*Exercise description:*
Starting at the line with "ring mcp: (616, 249)", repeat every line exactly until the records end, including the last one.

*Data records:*
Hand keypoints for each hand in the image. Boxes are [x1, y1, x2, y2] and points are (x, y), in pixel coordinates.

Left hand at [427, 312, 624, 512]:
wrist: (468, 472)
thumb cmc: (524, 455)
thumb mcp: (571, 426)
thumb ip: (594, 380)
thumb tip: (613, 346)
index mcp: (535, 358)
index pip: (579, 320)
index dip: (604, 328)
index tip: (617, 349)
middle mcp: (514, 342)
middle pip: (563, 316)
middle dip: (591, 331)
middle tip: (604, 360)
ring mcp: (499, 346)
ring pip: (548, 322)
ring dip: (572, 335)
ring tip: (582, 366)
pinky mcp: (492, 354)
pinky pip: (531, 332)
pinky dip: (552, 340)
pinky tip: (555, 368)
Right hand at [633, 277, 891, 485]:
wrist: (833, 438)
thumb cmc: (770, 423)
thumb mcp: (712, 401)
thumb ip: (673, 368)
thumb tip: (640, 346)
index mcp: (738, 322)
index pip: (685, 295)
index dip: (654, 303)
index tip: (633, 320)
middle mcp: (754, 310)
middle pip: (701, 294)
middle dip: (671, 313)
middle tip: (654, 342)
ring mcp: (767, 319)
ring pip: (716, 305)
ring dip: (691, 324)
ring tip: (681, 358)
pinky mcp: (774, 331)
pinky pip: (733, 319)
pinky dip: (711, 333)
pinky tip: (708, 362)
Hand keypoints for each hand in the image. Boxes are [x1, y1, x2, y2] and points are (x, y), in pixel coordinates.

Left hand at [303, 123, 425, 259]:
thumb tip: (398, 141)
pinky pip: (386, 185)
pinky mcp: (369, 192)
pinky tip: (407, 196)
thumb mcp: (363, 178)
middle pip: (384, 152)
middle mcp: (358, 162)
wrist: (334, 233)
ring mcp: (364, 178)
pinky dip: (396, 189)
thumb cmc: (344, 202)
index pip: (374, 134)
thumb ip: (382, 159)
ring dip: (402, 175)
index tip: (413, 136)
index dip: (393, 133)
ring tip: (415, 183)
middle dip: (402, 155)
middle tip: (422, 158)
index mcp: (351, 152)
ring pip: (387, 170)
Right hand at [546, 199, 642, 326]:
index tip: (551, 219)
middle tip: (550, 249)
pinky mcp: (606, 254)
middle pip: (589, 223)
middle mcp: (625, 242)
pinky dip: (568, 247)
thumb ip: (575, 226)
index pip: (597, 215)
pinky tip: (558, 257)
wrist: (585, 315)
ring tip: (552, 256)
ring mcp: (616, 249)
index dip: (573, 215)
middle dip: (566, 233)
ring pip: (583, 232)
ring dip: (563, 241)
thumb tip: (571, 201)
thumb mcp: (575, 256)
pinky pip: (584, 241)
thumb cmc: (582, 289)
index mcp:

*Solved exercise:*
ring mcp: (616, 249)
index dip: (573, 215)
middle dip: (566, 233)
ring pip: (583, 232)
ring dip: (563, 241)
thumb tip: (571, 201)
thumb mcp: (575, 256)
pinky pip: (584, 241)
thumb cmc: (582, 289)
index mcp:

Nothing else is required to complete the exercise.